Au Musée d’Orsay, il a aussi réfléchi sur le temps, l’idée de conservation et de muséification. Ainsi, après avoir travaillé pendant plusieurs mois avec les équipes de conservation et de restauration, il a imaginé un certain nombre de pièces qui sont composées de cette trace du temps qui s’écoule, des visiteurs qui passent et des choses qui s’altèrent. Il a, par exemple, récupérer le vernis jauni de certaines œuvres pour en faire des sortes de monochromes qui pourraient faire penser à toiles abstraites modernistes, alors qu’elles ne sont constituées que de rebut et de déchet (à l’instar de ses « Pulp Paintings » qui apparaissent, au loin, comme des toiles abstraites, alors qu’elles sont faites de billets de banque dévalorisés et broyés) . Ou il a récupéré la moquette ayant servi à une des expositions les plus fréquentées du musée pour la montrer telle quelle, en laissant voir ses altérations et la trace de tous les visiteurs qui l’ont foulée. Ou c’est la poussière qui s’accumule et qui finit par s’agglomérer qui l’a inspiré et lui a donné l’idée d’autres pièces. A chaque fois, il s’est servi des interstices, ce de qu’on ne distingue pas mais qui est malgré tout présent, pour montrer ce qu’on pourrait appeler la face cachée, l’envers du décor. L’exposition peut sembler radicale, et elle l’est, comme une bonne partie du travail de Christodoulos Panayiotou, mais elle est très intelligente, subtile et donne au visiteur qui voudra bien prendre le temps de s’y attarder des satisfactions intellectuelles qui compenseront peut-être la raideur esthétique de l’ensemble.
D’autant qu’elle est présentée en parallèle avec une performance, Dying on stage, en collaboration avec le Festival d’Automne, qui est sans doute la matrice de son travail. Il s’agit d’une performance qui traite de l’impossibilité de montrer la mort en scène et a pour point de départ la chorégraphie de Rudolph Noureev pour le ballet La Bayadère –et plus spécifiquement la mort d’un personnage nommé Nikiya -à l’Opéra de Paris, alors qu’il était déjà très malade (Christodoulos Panayitou a lui-même été danseur). Elle se présente sous la forme d’une conférence illustrée par de nombreux extraits vidéo qui vont de Pasolini à Callas dans Tosca en passant par des émissions de télé réalité ou Dalida interprétant Je suis malade. Une première partie de 2h30 a déjà été donnée précédemment, ainsi qu’une deuxième de durée équivalente. Samedi, l’artiste présentera une version qui inclut ses deux premières parties et en ajoute une troisième (durée totale de la performance : 6 heures !). Un pari un peu fou, mais qui permettra de s’immerger totalement dans son univers très pensé (« Je travaille à l’endroit où la triangulation entre le personnage, le spectateur et l’acteur est radicalement bouleversée par la question de la mort, là où les biographes infiltrent les fictions, et vice versa », précise-t-il). Et qui, malgré sa démesure, ne manquera sûrement ni d’humour ni de second degré.

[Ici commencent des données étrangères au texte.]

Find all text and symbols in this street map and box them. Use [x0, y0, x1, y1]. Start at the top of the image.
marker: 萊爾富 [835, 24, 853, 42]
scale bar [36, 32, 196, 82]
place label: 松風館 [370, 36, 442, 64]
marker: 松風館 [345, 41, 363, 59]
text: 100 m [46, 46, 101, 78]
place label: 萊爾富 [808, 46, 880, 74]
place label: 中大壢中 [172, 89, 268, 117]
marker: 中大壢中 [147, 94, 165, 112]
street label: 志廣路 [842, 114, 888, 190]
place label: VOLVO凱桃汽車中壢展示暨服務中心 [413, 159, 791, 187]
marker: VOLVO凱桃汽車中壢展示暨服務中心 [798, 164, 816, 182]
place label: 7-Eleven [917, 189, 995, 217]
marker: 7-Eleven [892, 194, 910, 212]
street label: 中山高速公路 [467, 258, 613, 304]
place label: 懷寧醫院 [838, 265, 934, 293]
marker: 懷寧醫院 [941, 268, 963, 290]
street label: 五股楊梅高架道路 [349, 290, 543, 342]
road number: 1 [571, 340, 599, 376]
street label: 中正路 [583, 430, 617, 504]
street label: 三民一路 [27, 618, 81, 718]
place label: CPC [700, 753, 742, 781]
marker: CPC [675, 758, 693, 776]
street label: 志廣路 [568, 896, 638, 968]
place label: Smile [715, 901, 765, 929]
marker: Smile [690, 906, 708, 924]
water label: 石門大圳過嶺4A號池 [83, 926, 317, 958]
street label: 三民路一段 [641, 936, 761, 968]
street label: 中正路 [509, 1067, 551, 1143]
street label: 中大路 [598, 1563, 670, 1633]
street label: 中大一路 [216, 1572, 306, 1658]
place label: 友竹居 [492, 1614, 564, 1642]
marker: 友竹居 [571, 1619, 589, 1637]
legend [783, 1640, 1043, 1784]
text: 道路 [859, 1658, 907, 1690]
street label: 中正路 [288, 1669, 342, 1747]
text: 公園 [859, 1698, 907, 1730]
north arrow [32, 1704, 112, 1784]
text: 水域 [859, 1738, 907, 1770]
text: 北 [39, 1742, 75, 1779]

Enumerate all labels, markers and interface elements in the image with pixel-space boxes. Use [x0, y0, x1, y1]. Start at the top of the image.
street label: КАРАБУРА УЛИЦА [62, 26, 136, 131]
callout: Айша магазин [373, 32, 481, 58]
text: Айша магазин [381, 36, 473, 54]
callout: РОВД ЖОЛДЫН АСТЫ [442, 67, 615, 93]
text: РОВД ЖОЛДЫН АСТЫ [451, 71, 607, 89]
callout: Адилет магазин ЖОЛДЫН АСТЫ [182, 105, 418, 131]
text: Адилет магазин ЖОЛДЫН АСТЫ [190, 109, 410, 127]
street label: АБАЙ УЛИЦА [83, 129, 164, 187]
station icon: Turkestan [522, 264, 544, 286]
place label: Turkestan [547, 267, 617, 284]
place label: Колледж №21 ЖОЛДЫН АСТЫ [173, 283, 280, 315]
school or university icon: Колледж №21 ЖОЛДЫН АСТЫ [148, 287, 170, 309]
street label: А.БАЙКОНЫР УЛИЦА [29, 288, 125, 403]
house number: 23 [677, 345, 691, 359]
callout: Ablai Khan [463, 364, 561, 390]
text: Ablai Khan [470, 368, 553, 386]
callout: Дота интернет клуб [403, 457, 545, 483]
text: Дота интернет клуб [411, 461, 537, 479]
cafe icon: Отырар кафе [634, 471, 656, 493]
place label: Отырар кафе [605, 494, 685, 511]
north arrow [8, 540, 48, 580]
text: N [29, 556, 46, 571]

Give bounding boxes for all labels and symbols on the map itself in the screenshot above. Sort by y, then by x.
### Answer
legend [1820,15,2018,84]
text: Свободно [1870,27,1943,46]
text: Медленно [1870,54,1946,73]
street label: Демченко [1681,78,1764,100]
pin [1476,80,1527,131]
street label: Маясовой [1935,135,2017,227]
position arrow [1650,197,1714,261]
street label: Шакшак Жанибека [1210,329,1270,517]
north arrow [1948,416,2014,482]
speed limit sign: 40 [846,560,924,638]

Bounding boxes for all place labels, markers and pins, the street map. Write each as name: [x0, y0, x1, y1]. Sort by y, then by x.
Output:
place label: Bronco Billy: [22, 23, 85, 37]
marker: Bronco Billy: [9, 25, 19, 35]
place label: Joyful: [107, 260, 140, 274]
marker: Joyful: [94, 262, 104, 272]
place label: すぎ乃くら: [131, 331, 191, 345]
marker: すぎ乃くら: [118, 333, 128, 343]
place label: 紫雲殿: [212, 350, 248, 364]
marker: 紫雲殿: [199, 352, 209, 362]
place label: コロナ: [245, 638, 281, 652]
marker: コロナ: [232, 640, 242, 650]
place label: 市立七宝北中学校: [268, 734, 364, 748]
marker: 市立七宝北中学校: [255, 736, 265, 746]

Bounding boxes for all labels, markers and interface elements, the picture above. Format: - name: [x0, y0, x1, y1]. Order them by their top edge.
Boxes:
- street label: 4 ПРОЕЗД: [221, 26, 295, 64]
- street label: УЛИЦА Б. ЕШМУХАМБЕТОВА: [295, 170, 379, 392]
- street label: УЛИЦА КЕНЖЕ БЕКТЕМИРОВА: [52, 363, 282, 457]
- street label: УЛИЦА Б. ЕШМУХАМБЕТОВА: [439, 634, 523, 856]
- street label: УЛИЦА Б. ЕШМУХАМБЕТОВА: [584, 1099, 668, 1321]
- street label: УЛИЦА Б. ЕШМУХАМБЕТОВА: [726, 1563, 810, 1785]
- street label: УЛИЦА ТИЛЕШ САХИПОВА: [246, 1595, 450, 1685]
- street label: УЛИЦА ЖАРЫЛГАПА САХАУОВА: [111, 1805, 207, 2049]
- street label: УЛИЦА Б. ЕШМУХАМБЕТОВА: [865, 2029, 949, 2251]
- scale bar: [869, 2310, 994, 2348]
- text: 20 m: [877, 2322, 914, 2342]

Un autre artiste contemporain est présent en ce moment au Musée d’Orsay, au même étage que Christodoulos Panayiotou : l’italien Francesco Vezzoli, à qui le Musée de Monaco avait consacré une belle exposition, en 2016 (cf https://larepubliquedelart.com/monaco-glamour-toujours/). En fait, il intervient surtout comme « complice » dans une exposition consacré à l’écrivain Huysmans. Huysmans, on le connait surtout comme romancier et en particulier pour son célèbre A rebours, dont le personnage principal Des Esseintes incarne la figure même de l’esthète raffiné et décadent. Mais on connait moins son activité de critique d’art. C’est celle-ci qui est évoquée dans l’exposition, en lien avec l’évolution de son œuvre romanesque, et plus spécifiquement sa défense du réalisme issu de Baudelaire, « le peintre de la vie moderne ». On y voit les artistes qui ont formé son jugement et qu’il a défendus (Degas, à qui le Musée consacre parallèlement une grande exposition sur ses liens avec l’Opéra de Paris et qui entre aussi en écho avec l’exposition de Christodoulos Panayiotou, Manet, Caillebotte, Gervex, etc.). Mais pour Huysmans, cette défense du réalisme n’était pas incompatible avec un goût pour le symboliste et ce sont alors Gustave Moreau, Redon ou Félicien Rops qui sont convoqués sur les cimaises. Enfin, peu de temps avant sa mort, l’écrivain aura la révélation de la peinture de Grünewald et c’est alors l’art religieux qui occupera ses pensées et son travail.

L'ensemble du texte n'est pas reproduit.